Exercise description: In the entries below, the lines from the one with "index tip: (616, 270)" through the one with "pinky dip: (524, 260)" are to be copied exactly; both ends count.

Dataset entries:
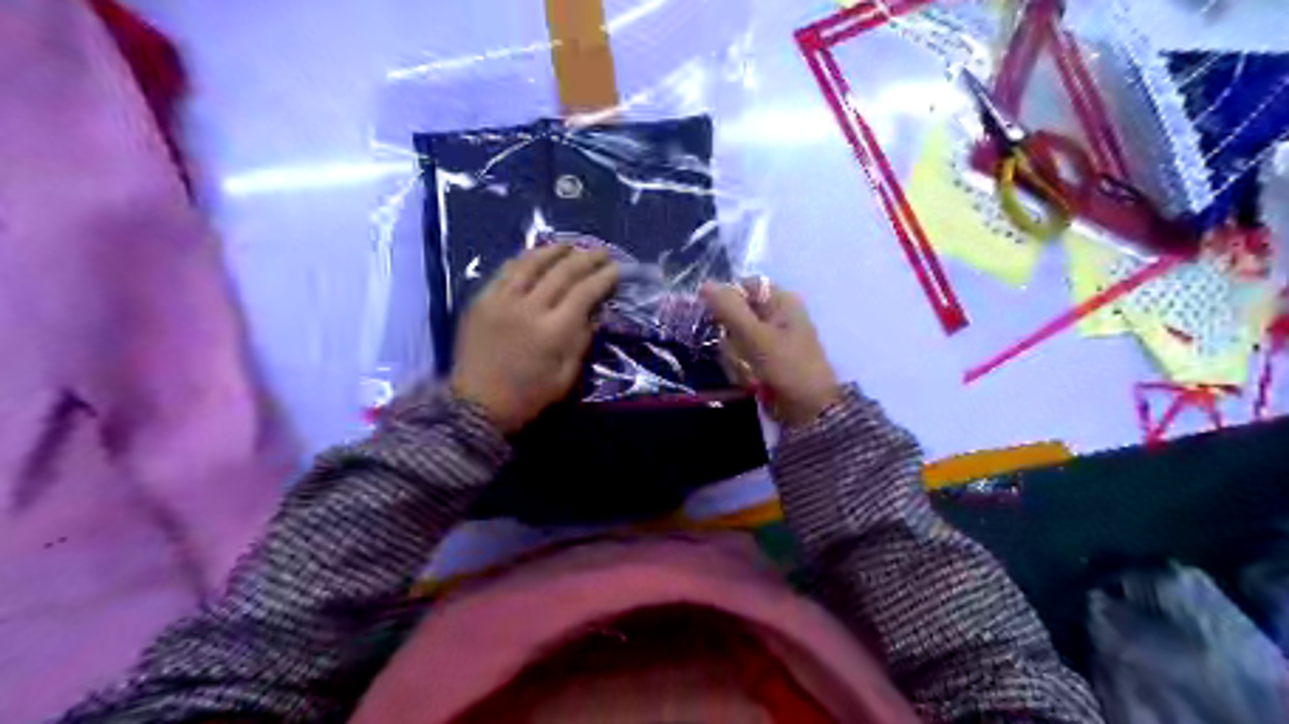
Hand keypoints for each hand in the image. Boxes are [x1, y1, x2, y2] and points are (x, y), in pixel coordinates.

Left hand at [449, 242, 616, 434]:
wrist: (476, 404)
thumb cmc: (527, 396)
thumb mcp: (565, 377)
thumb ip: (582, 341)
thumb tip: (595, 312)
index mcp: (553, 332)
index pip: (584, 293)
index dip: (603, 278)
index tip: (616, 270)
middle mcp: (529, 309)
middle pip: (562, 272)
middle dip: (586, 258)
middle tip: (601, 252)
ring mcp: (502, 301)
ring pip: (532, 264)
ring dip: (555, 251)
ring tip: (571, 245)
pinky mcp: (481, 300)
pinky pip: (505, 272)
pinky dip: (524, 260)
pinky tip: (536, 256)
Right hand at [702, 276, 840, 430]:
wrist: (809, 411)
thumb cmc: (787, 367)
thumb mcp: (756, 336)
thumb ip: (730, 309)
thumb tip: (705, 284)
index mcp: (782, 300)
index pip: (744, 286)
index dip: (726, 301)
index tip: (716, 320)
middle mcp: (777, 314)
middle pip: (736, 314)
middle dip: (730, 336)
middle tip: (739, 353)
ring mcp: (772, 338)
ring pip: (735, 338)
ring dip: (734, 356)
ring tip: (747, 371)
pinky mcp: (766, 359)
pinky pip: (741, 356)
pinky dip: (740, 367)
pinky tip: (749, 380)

...

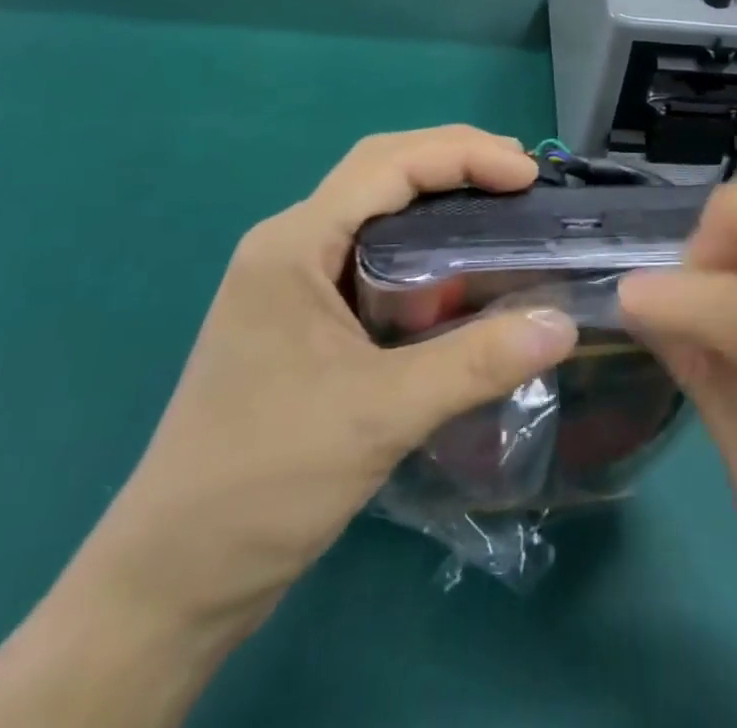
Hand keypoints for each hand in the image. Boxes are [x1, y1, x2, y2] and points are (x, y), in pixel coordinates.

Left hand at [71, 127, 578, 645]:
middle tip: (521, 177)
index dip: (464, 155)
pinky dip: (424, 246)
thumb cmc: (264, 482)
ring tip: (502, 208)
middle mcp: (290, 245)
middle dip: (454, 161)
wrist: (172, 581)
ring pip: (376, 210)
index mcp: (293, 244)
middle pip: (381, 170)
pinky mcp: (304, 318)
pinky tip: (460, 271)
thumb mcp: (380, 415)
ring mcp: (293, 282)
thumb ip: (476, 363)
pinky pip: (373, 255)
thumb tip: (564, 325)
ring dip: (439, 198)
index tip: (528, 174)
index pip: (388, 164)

Solution to the problem:
index tip: (616, 270)
middle mcp: (529, 309)
middle pip: (562, 272)
middle dip: (586, 258)
middle tip: (601, 252)
ring mcp: (502, 301)
ring pip: (532, 264)
ring dip: (555, 251)
ring tip: (571, 245)
pinky mcp: (481, 300)
pinky pip: (505, 272)
pinky dip: (524, 260)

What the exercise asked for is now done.